Euro introduction a headache for retailers

Changing tills, upgrading computer systems and adapting accounting practices are among the problems facing the retail sector, …

Changing tills, upgrading computer systems and adapting accounting practices are among the problems facing the retail sector, as the introduction of the euro looms. A 3 1/2 period, from January 1st, 1999, to July 1st, 2002, is currently being allowed for the changeover from national currencies to the euro's full introduction. Towards the end of this period pounds and pennies will finally disappear.

The changeover has some parallels to the move to decimalisation on February 15th, 1971. An 18-month phase-in period was allowed from "Decimal Day" but the new system was not expected to last long, as The Irish Times reported:

"There is a distinct possibility that the new currency system being introduced today may remain with us for only 10 years, if the plan materialises to introduce a common European currency in 1980." But whereas decimalisation was a currency name change, EMU is the adoption of a new currency. In addition, "the range of new technologies that exist today did not exist. Payment systems were less complex and less numerous", says Mr Michael Watson, head of Bank of Ireland's Group EMU Unit.

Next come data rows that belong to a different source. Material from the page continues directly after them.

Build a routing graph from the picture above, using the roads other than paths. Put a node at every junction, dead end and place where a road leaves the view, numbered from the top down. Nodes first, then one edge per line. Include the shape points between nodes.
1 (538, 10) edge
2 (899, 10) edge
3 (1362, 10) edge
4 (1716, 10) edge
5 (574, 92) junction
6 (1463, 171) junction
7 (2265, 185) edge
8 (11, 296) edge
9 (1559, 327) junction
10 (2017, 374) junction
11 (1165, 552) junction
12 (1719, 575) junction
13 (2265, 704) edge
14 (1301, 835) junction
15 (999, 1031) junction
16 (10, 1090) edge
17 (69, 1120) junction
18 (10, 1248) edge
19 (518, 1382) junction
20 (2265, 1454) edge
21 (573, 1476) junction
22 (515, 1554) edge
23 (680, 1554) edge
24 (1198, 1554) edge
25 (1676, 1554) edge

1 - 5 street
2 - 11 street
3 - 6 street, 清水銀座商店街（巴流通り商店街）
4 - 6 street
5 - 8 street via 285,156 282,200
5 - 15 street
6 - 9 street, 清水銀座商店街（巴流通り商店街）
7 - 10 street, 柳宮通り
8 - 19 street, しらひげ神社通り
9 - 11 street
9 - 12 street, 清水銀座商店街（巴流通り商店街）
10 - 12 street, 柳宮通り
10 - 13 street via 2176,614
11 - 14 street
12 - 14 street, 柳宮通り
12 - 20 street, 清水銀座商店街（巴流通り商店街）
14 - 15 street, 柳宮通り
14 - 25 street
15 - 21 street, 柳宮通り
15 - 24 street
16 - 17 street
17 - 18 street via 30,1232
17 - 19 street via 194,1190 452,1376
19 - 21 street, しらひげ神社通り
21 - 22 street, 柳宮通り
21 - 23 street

He puts the changeover costs at about £10,000 on average for a small businesses "but that would go into many multiples of that when you are looking at large supermarket chains or large department stores".

READ MORE

The fact that euro changeover straddles the year 2000 is an added headache, with outmoded computer systems being unable to digest post 1999 dates.

Department stores are assuming EMU will go ahead on schedule. Arnotts says it will stay with the pound for as long as possible, believing it is the smoother course for financial transactions. Mr Derek Browne, treasurer at Arnotts, says the dual pricing system - where goods are priced in national currencies and euros towards the end of the changeover period - will be "one of the biggest bugbears", as customers are gradually weaned onto the euro. They have set up a committee to examine costings, expected to be "a couple of hundred thousand pounds". Retail outlets will be pushing for a date of euro introduction other than New Year's Day, 1999, in the middle of the January sales. Mr Eamonn Quinn, marketing director of Superquinn, says February or March would be a more suitable month, when there is a traditional sales slump.

He would like to see the stores encouraging euro usage. "What we would like to see when it goes ahead is that while we would take money in both currencies we would only give out change in the new currency. That would clear the old currency out of the system very quickly . . . that has to be finally decided. It is a question of customer communication," he says.

But before the introduction of the euro hard currency, sometime before January 1st, 2002, the issue of euro transactions with credit cards and cheques will arise.

The other issue facing retailers is how to approach price quotations: Is quoting in both currencies for price per kilo, price per pound and actual price, a customer service or disservice? "It gets quite complicated, and it certainly is not customer friendly," Mr Watson says.